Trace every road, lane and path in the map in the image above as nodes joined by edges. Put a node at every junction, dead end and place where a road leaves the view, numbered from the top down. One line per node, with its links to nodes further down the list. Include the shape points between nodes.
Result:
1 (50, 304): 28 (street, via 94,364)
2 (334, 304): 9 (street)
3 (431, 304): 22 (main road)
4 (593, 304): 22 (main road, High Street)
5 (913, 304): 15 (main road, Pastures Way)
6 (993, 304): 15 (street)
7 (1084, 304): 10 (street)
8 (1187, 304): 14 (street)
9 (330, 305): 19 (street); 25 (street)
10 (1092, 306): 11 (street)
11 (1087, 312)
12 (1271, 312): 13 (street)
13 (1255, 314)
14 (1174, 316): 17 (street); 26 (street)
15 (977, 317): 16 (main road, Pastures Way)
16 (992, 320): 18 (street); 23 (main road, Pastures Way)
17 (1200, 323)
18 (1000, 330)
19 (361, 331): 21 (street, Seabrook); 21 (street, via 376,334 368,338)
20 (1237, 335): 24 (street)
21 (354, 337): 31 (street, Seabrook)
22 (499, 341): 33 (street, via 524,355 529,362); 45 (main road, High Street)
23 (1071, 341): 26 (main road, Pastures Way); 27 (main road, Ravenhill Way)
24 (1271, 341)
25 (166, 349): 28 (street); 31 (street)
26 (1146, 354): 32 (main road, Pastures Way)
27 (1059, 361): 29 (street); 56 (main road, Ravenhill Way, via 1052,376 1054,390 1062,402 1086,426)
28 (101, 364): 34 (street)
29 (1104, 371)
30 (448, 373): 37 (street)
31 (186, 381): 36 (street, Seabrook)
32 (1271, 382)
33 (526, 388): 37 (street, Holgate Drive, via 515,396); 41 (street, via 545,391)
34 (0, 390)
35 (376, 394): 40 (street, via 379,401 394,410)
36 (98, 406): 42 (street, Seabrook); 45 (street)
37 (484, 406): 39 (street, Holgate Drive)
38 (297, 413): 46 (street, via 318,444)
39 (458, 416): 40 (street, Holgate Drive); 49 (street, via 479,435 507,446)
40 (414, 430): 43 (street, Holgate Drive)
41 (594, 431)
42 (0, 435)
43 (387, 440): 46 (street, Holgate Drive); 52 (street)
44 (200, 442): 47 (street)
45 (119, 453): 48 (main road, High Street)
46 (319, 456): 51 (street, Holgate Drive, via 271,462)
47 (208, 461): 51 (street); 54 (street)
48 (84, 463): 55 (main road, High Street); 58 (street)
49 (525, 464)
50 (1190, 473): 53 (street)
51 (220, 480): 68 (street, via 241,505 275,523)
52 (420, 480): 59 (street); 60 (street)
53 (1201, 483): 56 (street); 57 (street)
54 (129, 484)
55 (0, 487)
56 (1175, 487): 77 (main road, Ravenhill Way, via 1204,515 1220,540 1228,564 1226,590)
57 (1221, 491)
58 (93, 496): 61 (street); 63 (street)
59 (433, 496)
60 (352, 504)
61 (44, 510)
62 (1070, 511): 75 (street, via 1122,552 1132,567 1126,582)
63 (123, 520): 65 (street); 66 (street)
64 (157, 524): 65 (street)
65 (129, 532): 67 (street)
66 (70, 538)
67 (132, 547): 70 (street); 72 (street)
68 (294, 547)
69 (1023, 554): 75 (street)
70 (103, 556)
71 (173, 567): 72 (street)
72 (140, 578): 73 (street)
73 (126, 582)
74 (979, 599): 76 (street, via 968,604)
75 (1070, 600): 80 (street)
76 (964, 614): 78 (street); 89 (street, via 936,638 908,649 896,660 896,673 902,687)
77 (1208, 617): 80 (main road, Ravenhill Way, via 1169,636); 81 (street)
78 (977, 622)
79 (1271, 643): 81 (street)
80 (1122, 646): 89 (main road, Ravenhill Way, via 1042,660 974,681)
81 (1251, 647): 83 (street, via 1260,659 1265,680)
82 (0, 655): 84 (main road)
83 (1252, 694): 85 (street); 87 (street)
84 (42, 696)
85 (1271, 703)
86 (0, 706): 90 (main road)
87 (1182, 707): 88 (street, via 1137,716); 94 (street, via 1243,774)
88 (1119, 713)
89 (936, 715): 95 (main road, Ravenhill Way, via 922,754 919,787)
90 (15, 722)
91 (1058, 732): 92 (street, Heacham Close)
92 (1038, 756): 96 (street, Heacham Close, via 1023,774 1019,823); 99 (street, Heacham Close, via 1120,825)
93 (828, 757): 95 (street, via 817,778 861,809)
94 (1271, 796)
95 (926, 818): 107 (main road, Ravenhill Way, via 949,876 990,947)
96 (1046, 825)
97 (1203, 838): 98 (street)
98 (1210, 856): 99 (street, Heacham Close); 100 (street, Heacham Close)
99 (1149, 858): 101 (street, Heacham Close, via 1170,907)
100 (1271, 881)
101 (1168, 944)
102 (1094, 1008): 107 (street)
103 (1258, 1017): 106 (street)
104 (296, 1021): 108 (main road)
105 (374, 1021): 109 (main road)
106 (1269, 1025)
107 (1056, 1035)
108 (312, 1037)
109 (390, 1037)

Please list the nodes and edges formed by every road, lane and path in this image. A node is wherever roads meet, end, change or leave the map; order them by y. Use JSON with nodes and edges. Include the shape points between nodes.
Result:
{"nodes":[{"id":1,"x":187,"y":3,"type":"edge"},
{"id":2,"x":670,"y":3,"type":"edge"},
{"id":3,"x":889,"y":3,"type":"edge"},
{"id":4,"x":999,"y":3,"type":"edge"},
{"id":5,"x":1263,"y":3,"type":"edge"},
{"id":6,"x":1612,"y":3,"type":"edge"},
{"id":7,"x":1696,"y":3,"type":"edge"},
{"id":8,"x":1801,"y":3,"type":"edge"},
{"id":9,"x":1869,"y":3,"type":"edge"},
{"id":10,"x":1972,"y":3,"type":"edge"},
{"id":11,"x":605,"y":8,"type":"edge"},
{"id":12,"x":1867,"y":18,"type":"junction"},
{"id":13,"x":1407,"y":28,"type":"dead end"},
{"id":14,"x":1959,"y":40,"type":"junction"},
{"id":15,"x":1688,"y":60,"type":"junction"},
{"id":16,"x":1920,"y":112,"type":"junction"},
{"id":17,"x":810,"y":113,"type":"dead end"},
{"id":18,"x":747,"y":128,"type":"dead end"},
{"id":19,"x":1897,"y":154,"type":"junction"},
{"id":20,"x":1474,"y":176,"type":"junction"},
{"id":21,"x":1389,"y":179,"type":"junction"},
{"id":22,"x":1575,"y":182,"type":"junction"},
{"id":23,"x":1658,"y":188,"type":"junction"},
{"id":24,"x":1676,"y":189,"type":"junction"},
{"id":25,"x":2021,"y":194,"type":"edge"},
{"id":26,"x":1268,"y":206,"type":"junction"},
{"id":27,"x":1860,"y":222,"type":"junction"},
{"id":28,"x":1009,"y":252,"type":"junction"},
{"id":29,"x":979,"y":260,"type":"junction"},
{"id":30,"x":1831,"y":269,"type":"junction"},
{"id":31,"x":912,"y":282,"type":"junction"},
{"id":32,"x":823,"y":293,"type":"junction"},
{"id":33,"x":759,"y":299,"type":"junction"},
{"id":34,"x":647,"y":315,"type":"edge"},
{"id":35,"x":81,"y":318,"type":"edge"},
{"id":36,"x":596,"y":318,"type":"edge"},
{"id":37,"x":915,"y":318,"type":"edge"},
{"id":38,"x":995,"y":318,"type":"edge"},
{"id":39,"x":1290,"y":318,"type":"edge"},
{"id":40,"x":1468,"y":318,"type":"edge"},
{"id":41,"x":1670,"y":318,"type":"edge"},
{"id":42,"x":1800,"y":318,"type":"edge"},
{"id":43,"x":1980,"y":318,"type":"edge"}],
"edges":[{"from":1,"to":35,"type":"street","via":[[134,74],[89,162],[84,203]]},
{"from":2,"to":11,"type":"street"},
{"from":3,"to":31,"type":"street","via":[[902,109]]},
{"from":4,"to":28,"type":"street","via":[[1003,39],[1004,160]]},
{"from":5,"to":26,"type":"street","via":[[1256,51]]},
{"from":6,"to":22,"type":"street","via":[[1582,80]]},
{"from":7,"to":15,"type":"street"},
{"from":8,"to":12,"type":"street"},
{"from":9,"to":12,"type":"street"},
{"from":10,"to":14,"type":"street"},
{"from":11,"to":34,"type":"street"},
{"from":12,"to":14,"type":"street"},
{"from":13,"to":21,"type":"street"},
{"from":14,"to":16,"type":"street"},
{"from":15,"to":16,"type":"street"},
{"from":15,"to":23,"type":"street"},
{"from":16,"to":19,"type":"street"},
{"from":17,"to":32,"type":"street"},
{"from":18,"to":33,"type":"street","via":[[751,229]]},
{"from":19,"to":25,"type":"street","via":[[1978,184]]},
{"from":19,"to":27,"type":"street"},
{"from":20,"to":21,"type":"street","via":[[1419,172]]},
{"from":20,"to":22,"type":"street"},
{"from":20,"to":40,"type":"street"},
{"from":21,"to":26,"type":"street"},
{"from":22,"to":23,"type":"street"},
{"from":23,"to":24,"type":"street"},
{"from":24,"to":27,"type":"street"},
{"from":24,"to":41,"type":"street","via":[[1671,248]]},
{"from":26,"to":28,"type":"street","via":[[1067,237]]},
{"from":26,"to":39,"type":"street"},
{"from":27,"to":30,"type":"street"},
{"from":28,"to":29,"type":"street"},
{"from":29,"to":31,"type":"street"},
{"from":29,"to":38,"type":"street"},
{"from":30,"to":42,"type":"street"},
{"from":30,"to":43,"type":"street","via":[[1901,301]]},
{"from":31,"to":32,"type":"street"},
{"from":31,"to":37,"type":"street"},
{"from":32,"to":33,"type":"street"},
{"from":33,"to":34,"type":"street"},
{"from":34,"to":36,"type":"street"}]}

-=-=-=-=-

Problem description:
Considering only lines that contain the word "image", say how many there are in the data, with no other text.

Answer to the problem:
2